Saturday, October 25, 2025

Reflection on ecclesial and theological contaminations

 



 

Paolo Cugini

What are the aspects and sectors of theology and ecclesial reality that have become spaces of contamination, and what are the most significant contaminations? In other words, what is contaminating the Church—what themes, issues, and cultural processes are forcing the ecclesial fabric to open itself to confrontation, to allow itself to be contaminated? These are the questions that seek to lead us to daily life, to reality, so as not to always remain on the theoretical level, but to show how what we have analysed not only has consequences in people's lives, but is already underway. The culture of the "after", which visibly bears the prefix "post-", has broken barriers that seemed indestructible and, in this way, has opened and is opening new breaches in thought, new existential and spiritual possibilities. In my view, it is impossible to remain immune to this increasingly overwhelming process at every level of culture. The Church, therefore, cannot afford, and above all cannot risk, closing itself off, continuing to fight alone against windmills, because the world it was fighting against no longer exists; and if it does not realise this, someone must tell it—no offence, but out of love.

First of all, it is worth clarifying straight away, as Thomas Kuhn argued when developing the epistemological concept of paradigm, that despite paradigm shifts, the subjects involved do not change their stance overnight. In other words, we cannot expect an institution like the Church, which has defended its dogmatic truths tooth and nail for centuries, to become immediately available for contamination: that would be to demand the absurd. I believe that, at this initial stage, it is important to open cultural breaches upon which it is possible to establish open and sincere dialogue. What emerges in this new context is that it is no longer possible to remain entrenched in one’s own positions. The Church has an immense spiritual, cultural and artistic heritage, which at any moment it can place on the dialogue table, with an open, available style, condemning no one, but showing the ability to value every cultural contribution. There is so much beauty outside ecclesial grounds, there is immense spirituality worth knowing and recognising, there are cultural paths that deserve all our attention, even if they come from afar and, at first glance, seem to have nothing to do with us. Everything is connected to everything else and nothing falls outside this intuition.
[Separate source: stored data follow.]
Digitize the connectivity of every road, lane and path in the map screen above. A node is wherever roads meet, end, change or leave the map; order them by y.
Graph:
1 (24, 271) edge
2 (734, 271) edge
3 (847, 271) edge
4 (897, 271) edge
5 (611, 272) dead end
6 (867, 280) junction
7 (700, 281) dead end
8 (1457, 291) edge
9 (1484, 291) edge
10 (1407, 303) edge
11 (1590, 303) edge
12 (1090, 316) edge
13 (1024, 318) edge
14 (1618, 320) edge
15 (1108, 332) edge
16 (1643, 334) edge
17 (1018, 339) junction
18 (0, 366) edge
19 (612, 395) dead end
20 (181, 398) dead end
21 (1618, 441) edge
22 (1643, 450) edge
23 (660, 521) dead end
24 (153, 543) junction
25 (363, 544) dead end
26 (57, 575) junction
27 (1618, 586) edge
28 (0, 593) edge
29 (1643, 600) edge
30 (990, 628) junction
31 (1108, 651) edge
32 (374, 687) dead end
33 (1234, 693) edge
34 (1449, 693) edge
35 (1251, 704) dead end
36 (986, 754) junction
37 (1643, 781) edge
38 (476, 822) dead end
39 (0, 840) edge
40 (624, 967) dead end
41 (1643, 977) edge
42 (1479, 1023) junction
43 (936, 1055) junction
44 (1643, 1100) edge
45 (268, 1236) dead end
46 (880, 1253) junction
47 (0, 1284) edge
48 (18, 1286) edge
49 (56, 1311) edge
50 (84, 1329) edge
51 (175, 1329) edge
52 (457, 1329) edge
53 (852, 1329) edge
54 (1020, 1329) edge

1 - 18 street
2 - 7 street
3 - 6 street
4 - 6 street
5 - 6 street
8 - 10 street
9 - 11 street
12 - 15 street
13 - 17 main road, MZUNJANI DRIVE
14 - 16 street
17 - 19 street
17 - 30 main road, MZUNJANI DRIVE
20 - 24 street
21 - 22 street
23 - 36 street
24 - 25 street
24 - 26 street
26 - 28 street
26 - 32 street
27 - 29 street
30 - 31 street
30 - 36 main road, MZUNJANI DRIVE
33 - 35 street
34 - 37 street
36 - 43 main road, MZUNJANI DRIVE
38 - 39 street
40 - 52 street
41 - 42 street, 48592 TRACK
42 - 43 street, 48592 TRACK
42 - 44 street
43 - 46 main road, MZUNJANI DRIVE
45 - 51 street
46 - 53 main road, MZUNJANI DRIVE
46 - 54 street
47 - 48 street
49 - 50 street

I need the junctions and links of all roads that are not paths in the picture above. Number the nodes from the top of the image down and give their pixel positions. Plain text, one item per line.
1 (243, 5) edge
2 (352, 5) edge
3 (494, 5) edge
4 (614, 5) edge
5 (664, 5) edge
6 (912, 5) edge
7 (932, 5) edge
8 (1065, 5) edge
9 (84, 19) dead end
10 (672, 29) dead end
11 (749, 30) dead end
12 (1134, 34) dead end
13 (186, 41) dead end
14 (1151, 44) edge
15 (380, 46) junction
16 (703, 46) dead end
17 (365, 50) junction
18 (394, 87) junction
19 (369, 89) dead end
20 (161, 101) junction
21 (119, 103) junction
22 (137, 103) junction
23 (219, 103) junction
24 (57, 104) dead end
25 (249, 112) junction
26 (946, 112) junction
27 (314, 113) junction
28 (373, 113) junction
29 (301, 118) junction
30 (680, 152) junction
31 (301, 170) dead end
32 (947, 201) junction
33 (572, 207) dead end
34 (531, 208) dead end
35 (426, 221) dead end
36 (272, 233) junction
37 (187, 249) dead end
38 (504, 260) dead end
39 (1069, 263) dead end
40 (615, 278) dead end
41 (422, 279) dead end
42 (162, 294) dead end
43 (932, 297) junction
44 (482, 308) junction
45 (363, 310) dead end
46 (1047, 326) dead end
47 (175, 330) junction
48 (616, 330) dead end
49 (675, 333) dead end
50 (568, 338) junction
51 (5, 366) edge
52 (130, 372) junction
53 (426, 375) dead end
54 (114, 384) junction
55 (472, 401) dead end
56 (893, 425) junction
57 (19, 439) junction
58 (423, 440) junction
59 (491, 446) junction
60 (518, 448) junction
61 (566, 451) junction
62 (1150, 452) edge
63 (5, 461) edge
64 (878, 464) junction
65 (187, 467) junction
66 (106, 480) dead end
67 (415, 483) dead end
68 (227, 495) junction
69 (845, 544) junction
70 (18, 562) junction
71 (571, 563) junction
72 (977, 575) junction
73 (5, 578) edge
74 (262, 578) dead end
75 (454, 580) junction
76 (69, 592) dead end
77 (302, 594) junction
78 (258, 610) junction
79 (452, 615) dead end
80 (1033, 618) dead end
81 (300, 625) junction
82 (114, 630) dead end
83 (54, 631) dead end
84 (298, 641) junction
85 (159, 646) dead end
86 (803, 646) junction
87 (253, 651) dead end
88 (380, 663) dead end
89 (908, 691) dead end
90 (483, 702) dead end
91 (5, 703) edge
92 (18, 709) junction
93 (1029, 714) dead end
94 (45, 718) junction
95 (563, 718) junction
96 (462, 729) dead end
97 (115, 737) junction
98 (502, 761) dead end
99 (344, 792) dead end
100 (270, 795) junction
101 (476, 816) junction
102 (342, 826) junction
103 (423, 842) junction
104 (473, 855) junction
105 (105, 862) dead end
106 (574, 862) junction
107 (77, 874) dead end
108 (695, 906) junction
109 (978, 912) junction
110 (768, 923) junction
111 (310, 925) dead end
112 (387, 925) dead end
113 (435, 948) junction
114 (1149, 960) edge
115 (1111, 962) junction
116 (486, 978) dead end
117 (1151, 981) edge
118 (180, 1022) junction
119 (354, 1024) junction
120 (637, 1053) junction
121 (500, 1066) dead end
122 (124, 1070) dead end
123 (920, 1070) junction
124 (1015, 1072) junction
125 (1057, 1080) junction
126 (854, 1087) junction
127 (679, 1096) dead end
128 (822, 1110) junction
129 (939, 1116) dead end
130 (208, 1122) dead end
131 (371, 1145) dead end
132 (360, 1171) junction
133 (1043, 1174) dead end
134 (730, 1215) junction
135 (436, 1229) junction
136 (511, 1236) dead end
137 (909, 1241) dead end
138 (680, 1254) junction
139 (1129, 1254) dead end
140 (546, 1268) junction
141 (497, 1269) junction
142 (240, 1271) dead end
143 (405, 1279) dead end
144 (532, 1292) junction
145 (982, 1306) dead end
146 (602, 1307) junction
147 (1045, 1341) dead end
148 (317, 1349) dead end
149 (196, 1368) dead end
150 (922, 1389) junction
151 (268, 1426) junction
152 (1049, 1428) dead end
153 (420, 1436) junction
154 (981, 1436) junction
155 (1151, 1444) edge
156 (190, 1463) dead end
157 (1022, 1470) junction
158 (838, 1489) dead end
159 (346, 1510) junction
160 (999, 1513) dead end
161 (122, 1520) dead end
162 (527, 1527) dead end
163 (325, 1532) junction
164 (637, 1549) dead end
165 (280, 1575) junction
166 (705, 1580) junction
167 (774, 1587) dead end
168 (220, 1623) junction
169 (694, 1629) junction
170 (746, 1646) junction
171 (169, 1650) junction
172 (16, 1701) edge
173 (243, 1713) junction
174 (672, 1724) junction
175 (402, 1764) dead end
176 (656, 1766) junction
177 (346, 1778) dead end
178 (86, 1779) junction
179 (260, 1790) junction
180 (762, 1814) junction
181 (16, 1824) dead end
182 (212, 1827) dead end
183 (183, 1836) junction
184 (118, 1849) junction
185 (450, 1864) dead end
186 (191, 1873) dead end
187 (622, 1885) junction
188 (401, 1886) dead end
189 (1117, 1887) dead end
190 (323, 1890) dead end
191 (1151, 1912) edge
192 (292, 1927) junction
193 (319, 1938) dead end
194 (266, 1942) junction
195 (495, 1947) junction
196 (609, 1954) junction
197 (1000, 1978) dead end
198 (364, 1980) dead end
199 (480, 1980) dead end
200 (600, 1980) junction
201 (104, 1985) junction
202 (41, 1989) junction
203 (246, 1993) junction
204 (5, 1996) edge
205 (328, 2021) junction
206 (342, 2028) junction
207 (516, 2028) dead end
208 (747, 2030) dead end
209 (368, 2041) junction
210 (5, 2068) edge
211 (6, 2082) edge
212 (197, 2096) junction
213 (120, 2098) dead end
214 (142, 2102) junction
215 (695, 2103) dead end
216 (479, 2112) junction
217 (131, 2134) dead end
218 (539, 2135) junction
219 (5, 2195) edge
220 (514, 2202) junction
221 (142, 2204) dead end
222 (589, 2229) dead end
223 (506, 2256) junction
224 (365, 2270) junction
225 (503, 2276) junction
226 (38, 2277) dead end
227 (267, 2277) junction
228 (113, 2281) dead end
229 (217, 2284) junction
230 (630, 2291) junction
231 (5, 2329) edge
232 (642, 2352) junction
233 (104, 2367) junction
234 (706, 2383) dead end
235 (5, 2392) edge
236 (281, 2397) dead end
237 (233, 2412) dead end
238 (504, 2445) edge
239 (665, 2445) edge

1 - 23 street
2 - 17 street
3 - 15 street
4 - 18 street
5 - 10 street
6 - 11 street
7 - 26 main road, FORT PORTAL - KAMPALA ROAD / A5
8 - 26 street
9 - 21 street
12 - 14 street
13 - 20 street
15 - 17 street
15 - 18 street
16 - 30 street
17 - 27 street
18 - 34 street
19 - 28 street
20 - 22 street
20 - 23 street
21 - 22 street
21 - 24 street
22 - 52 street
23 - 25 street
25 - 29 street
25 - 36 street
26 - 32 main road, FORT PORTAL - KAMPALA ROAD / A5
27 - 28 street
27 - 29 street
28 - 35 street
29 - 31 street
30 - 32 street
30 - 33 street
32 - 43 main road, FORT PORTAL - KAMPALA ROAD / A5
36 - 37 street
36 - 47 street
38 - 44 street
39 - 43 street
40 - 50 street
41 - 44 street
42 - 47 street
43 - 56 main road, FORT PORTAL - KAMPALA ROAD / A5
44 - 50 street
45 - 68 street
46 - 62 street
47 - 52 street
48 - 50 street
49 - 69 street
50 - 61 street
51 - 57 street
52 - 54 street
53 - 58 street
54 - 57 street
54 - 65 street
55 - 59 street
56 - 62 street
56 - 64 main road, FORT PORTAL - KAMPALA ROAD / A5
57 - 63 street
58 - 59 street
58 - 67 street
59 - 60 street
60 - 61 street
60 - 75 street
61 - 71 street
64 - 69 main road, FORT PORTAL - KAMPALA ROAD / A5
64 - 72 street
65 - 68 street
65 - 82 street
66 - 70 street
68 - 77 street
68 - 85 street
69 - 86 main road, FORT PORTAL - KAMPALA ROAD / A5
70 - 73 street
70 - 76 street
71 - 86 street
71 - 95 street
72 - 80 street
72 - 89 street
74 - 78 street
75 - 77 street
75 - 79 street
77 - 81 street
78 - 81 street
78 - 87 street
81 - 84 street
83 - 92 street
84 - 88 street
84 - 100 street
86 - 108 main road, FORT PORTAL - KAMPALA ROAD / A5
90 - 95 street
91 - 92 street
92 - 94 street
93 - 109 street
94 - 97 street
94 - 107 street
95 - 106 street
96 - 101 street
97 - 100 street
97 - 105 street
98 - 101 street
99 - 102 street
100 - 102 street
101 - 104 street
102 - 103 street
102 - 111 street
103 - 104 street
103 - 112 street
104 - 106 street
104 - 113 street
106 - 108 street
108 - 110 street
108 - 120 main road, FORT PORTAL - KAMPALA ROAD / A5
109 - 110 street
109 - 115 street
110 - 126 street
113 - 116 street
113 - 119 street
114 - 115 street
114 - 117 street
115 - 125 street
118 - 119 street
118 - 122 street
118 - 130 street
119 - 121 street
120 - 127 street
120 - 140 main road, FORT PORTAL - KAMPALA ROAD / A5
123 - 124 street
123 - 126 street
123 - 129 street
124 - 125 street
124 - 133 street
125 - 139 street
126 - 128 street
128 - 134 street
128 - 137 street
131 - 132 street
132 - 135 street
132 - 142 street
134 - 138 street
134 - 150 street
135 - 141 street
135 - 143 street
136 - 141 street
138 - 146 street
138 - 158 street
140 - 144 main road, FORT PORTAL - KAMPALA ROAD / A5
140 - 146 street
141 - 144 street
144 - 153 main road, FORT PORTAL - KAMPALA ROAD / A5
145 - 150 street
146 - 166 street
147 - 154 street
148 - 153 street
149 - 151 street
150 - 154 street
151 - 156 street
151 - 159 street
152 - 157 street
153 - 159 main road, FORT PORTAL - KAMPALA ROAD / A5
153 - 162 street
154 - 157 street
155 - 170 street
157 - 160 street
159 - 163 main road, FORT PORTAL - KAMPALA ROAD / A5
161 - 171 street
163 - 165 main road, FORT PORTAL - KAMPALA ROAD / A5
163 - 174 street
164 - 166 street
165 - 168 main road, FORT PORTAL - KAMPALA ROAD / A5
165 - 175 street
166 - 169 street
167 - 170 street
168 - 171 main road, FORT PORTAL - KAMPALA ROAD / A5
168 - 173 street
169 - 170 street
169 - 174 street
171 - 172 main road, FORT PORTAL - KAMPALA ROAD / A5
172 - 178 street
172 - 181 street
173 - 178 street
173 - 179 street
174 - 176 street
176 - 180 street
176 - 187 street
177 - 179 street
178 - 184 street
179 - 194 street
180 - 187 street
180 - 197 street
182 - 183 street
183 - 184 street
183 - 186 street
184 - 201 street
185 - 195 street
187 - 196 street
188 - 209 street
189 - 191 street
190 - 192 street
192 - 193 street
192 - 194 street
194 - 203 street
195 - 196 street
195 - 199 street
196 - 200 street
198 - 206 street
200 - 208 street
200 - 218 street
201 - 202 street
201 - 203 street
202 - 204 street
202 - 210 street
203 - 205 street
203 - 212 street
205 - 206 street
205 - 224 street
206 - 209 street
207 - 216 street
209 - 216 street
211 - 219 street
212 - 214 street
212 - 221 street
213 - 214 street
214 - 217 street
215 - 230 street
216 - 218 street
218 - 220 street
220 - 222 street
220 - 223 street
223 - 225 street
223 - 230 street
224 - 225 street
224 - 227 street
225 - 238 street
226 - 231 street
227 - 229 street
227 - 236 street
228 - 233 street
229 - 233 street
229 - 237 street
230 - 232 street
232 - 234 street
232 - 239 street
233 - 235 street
There is another important point to underline. If it is true that at the hierarchical level it will take a long time before this becomes sensitive to contaminations and allows itself to be contaminated, at the grassroots level this process of contamination has been underway for a long time. Those who live the Gospel in the daily life of the local community rarely worry about the orthodoxy of their choices and statements. Those who live in the world of work, school, the market, the streets or the squares breathe new air every day, come into contact with different worlds, which influence thought, choices, behaviour. At the grassroots level, orthopraxy matters more than orthodoxy. Furthermore, it is worth recalling the flow of contaminations that happen every hour on the many internet platforms. If it is impossible to defend oneself, also because it makes no sense, the effort that must be made is to offer instruments both for access to these new cultural and spiritual worlds and for their interpretation. Not everything we find in the squares is good and deserves to be assimilated. How should we proceed and what path should we follow to be able to capture the beauty in the world and help others along the same path? What are those contaminations that already positively affect us, even without us realising it?